Data items

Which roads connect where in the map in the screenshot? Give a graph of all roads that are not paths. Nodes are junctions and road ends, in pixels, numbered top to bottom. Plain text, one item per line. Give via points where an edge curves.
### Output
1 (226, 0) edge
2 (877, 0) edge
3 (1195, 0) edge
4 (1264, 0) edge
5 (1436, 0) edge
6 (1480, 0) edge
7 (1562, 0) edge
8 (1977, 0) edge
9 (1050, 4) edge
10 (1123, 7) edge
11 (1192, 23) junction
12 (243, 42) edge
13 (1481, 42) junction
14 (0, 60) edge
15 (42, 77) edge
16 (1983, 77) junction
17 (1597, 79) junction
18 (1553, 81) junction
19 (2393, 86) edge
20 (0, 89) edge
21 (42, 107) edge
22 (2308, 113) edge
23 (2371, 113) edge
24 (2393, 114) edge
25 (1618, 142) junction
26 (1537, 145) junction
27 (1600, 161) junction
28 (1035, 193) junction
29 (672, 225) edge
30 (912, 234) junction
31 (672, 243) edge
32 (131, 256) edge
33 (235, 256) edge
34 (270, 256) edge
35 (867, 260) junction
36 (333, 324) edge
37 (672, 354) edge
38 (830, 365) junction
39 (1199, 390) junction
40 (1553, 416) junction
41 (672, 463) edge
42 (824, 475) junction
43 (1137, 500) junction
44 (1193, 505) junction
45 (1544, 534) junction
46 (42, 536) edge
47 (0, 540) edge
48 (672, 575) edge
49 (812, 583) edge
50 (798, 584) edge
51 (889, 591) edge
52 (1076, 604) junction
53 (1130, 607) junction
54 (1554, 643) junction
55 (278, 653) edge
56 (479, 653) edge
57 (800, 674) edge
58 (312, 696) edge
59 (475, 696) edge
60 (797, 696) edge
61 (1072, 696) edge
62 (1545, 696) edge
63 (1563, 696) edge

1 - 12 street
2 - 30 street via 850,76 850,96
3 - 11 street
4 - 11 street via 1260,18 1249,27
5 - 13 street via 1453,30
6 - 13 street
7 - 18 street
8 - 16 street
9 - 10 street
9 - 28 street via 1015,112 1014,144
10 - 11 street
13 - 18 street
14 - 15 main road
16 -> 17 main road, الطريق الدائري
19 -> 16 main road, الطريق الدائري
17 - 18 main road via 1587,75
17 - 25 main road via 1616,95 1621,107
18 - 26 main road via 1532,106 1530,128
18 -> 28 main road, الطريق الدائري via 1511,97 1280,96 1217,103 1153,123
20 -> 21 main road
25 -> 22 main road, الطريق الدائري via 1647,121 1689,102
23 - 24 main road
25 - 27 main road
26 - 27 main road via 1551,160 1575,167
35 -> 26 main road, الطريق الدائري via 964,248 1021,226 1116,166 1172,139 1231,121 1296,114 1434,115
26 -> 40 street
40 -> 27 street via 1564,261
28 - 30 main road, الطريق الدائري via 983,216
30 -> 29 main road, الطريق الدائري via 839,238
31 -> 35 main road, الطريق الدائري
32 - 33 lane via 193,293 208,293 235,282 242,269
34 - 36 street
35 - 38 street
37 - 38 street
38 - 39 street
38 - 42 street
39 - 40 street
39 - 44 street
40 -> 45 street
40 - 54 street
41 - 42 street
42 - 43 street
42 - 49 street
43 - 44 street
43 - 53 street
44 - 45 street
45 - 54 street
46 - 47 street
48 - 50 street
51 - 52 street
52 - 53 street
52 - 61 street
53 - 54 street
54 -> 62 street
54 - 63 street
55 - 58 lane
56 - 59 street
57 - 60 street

**Instructions for the task**
When a line of the records holds the word "lane", copy that line.

**Output below**
32 - 33 lane via 193,293 208,293 235,282 242,269
55 - 58 lane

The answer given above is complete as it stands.